El cumplimiento de los 200 años de Independencia está aquí, como una fecha que debe ser a la vez inspiradora y responsabilizadora. El Salvador, parte vital de dicho fenómeno, tiene que responderle al calendario con un enfoque del más amplio alcance. Puede parecer casualidad que dicha conmemoración se esté dando precisamente en estos días, pero los símbolos siempre traen un mensaje de profundo impulso. Así hay que entenderlo y asumirlo.
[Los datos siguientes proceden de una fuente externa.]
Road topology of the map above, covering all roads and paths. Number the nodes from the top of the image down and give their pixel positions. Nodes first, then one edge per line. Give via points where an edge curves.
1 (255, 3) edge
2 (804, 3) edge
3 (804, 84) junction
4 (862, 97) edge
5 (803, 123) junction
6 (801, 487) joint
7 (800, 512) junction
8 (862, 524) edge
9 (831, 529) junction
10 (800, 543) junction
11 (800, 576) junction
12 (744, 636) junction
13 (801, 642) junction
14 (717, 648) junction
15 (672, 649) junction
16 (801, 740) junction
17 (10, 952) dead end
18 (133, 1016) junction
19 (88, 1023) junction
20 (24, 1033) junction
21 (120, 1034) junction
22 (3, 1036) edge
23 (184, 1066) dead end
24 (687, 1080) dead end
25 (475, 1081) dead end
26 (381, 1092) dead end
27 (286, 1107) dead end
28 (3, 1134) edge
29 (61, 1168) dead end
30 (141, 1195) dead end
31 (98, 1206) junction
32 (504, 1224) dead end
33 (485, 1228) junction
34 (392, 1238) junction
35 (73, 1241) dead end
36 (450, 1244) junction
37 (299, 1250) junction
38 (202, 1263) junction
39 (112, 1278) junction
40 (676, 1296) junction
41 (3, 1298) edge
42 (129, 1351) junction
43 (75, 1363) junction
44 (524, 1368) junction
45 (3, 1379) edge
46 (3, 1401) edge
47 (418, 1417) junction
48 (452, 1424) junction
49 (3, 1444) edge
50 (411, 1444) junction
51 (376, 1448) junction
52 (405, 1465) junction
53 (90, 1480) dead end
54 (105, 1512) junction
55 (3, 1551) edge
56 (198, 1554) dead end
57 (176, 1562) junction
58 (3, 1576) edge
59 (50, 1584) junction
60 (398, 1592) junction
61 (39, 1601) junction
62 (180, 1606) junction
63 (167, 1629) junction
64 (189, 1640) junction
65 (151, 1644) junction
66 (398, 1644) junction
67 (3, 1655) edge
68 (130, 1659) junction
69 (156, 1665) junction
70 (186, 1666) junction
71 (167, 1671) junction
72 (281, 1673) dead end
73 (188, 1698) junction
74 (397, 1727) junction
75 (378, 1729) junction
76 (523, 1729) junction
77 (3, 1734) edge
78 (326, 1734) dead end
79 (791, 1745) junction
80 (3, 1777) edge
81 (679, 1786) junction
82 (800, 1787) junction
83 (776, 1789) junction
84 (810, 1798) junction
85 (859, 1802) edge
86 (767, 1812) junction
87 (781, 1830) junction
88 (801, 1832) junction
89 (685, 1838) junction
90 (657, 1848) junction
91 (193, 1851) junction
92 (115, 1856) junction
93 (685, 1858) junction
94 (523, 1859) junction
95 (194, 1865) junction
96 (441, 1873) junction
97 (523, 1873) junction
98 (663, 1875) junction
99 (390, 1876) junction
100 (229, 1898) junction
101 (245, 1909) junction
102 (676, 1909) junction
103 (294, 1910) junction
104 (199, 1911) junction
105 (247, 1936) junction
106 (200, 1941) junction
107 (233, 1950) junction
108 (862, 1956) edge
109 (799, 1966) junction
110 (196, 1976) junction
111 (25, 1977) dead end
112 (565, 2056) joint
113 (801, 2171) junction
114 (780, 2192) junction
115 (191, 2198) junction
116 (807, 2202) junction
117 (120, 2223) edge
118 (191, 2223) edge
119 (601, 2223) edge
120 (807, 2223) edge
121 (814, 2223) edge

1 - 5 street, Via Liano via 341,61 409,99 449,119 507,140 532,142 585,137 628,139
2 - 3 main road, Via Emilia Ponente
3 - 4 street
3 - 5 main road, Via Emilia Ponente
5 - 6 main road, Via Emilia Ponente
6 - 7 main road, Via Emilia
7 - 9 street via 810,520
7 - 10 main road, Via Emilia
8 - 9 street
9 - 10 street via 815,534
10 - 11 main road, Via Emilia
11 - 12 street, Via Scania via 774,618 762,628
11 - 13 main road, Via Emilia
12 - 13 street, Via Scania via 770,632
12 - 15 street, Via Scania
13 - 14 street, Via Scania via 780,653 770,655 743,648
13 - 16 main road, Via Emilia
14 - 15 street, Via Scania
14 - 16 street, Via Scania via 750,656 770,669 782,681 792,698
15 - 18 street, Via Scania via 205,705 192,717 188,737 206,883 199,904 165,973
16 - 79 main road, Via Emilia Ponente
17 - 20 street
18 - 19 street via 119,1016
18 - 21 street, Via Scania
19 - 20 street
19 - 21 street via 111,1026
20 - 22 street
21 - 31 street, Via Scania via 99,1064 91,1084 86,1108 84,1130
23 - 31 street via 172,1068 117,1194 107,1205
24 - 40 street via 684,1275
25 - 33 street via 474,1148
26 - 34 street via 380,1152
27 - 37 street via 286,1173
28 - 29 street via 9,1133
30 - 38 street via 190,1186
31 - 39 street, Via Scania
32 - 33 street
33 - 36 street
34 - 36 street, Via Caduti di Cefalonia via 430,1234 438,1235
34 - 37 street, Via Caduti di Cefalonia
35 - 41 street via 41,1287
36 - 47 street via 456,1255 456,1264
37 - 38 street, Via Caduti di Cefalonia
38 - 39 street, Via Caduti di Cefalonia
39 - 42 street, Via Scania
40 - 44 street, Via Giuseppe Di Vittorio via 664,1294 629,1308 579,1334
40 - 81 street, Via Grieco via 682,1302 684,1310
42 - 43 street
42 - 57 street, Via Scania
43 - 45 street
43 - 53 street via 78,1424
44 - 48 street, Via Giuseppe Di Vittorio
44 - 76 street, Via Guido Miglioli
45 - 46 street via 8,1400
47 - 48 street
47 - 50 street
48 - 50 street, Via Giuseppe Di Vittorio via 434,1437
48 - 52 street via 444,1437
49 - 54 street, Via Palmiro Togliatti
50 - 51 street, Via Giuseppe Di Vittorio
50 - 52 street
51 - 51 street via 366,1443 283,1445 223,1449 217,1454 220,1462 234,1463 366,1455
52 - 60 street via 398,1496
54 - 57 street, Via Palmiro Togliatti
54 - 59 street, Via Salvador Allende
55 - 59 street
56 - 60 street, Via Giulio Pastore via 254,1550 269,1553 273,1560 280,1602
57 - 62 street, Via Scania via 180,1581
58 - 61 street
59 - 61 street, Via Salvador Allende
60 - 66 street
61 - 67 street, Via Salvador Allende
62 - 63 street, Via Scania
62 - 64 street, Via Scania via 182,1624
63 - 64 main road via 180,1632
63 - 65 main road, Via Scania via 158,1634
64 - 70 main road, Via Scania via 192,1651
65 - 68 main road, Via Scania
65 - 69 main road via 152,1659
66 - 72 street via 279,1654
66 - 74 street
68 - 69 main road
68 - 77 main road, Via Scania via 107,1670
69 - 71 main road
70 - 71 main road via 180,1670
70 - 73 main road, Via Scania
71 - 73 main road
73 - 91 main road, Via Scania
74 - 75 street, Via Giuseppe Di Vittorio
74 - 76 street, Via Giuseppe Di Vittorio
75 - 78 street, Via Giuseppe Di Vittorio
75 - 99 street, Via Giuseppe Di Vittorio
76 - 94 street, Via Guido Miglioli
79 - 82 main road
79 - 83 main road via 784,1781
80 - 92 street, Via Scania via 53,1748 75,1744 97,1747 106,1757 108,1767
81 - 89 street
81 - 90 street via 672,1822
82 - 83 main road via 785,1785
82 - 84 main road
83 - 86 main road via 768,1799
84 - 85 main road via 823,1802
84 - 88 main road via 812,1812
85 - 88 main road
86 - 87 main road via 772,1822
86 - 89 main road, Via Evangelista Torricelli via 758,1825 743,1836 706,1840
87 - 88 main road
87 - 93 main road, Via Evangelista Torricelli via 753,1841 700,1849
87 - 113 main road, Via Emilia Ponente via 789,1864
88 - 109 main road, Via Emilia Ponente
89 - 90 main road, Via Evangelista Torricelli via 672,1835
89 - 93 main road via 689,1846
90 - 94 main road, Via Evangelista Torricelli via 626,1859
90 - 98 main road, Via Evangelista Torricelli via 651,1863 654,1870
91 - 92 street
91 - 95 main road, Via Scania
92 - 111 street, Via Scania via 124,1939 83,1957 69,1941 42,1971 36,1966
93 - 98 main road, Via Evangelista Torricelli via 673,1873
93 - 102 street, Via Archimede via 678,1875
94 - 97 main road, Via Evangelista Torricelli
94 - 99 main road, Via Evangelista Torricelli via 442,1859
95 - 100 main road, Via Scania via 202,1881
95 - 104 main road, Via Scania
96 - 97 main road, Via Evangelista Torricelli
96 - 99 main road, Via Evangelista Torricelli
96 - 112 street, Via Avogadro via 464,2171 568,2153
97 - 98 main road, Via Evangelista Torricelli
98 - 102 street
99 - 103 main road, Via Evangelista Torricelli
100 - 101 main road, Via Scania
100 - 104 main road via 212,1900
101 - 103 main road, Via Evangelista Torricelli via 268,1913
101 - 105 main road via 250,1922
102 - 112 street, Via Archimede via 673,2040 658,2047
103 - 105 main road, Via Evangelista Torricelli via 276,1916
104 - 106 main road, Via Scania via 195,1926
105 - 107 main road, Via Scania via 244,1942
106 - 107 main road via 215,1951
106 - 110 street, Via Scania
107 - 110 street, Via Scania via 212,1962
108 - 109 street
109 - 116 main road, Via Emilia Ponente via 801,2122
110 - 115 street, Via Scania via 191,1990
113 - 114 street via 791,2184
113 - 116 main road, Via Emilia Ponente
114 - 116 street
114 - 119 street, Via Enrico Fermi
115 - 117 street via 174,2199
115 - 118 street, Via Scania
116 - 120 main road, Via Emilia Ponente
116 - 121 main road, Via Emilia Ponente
Esta es hora en la que debe prevalecer el realismo en todos los órdenes del ser y del actuar. Un realismo que no se deje controlar ni por el optimismo irresponsable ni por el pesimismo desactivador. El Salvador necesita aportes que consoliden su estabilidad y que alimenten su voluntad de cambio. Y eso depende, sin excepciones, de todos nosotros.
En este momento de nuestro tránsito histórico lo peor que podríamos hacer es encerrarnos en cualquier tipo de pasionismos y lo mejor que podemos hacer es abrirnos a todas las opciones de autorrealización, para que el país, como el todo que es, entre en fase de auténtico despegue.
Afortunadamente la ciudadanía está cada vez más consciente de su rol como destinataria y emisaria del destino nacional; y a partir de ahí hay que rediseñar la hoja de ruta hacia un futuro cada día más visible.